►
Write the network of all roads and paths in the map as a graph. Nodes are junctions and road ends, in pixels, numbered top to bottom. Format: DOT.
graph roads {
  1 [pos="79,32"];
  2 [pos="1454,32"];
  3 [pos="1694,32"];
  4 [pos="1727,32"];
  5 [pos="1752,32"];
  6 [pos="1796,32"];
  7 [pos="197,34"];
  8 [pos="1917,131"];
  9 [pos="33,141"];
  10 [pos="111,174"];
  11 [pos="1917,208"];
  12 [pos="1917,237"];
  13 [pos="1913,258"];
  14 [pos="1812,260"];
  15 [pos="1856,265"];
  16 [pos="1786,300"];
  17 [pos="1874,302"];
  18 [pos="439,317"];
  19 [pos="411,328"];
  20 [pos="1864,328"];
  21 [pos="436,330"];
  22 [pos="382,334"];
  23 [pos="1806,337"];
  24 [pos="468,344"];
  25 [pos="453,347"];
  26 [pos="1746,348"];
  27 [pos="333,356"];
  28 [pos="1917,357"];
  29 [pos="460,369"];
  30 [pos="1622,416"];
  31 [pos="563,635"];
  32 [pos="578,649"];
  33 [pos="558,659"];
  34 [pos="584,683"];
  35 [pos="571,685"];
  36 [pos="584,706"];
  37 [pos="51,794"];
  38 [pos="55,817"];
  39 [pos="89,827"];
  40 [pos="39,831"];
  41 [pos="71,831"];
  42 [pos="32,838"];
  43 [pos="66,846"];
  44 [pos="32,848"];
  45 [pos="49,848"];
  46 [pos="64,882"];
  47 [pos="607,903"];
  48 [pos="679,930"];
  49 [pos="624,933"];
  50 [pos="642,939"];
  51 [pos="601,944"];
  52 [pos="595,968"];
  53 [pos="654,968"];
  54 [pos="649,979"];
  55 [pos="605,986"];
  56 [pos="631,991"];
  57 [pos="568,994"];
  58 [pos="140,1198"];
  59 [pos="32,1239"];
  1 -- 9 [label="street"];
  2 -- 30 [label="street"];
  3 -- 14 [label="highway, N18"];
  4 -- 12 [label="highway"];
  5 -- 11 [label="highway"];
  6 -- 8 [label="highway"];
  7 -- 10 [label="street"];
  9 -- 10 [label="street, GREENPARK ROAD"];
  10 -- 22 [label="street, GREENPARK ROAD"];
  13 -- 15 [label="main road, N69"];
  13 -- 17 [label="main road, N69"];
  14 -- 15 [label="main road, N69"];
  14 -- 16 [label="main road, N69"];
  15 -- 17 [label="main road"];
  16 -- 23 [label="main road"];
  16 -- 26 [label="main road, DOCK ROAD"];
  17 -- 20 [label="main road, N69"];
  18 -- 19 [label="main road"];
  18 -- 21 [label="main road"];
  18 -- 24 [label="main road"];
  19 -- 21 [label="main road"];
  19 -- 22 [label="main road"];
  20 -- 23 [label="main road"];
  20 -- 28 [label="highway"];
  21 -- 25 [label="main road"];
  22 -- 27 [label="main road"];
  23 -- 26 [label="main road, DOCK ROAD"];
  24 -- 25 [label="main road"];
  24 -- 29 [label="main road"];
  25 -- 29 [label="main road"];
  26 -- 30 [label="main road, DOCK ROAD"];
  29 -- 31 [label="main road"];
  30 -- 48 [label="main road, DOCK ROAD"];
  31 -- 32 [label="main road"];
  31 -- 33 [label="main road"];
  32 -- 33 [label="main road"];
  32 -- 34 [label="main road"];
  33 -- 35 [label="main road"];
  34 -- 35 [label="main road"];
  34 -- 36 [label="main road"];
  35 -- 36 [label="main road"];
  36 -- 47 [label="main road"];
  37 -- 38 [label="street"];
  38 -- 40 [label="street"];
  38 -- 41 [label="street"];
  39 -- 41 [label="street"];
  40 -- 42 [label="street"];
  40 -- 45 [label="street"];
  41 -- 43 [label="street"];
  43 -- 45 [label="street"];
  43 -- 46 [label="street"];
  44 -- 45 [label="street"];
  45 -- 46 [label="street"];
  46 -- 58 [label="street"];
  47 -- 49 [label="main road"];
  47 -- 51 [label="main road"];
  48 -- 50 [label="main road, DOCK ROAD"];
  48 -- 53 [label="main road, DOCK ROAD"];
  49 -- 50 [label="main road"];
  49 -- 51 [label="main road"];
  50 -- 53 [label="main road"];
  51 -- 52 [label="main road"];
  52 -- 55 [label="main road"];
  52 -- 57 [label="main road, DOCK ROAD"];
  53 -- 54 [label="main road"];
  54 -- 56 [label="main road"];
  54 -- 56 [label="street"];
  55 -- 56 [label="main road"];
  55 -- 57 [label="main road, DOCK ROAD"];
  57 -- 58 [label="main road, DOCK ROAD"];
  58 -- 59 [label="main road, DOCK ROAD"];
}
◄
What you have to do: In the material above, please find every line that includes the word "highway" and copy it.

Response area:
  3 -- 14 [label="highway, N18"];
  4 -- 12 [label="highway"];
  5 -- 11 [label="highway"];
  6 -- 8 [label="highway"];
  20 -- 28 [label="highway"];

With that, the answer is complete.